_EXERCISE INPUTS_

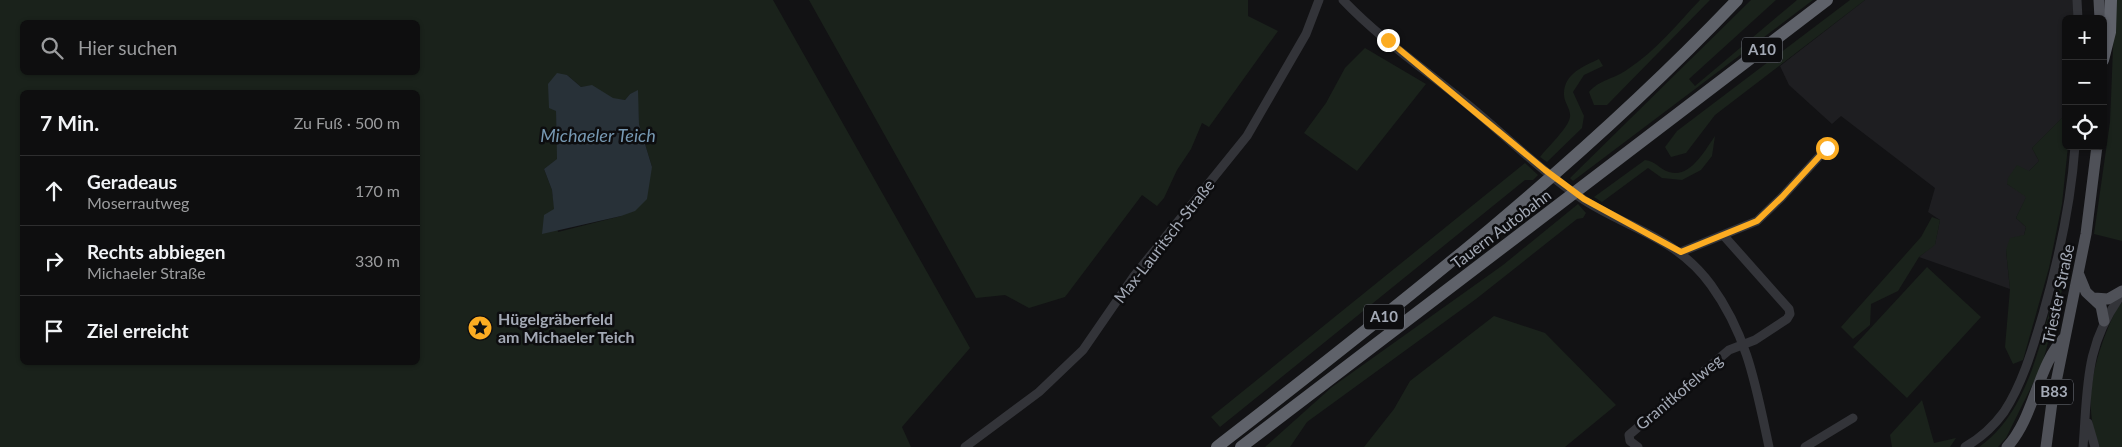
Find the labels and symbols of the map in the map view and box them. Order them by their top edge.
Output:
route end [1377,29,1400,52]
road number: A10 [1742,38,1782,62]
water label: Michaeler Teich [540,124,656,146]
route start [1816,137,1839,160]
street label: Max-Lauritsch-Straße [1109,175,1218,306]
street label: Tauern Autobahn [1447,185,1554,272]
street label: Triester Straße [2038,242,2077,346]
road number: A10 [1364,304,1404,330]
place label: Hügelgräberfeld am Michaeler Teich [498,309,634,346]
place icon: Hügelgräberfeld am Michaeler Teich [467,315,493,341]
street label: Granitkofelweg [1632,350,1726,433]
road number: B83 [2035,380,2073,404]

_WHAT YOU NEED TO DO_
Reproduce each entry precisely. Leave the pictures out.

_ANSWER TO THE EXERCISE_
Find the labels and symbols of the map in the map view and box them. Order them by their top edge.
Output:
route end [1377,29,1400,52]
road number: A10 [1742,38,1782,62]
water label: Michaeler Teich [540,124,656,146]
route start [1816,137,1839,160]
street label: Max-Lauritsch-Straße [1109,175,1218,306]
street label: Tauern Autobahn [1447,185,1554,272]
street label: Triester Straße [2038,242,2077,346]
road number: A10 [1364,304,1404,330]
place label: Hügelgräberfeld am Michaeler Teich [498,309,634,346]
place icon: Hügelgräberfeld am Michaeler Teich [467,315,493,341]
street label: Granitkofelweg [1632,350,1726,433]
road number: B83 [2035,380,2073,404]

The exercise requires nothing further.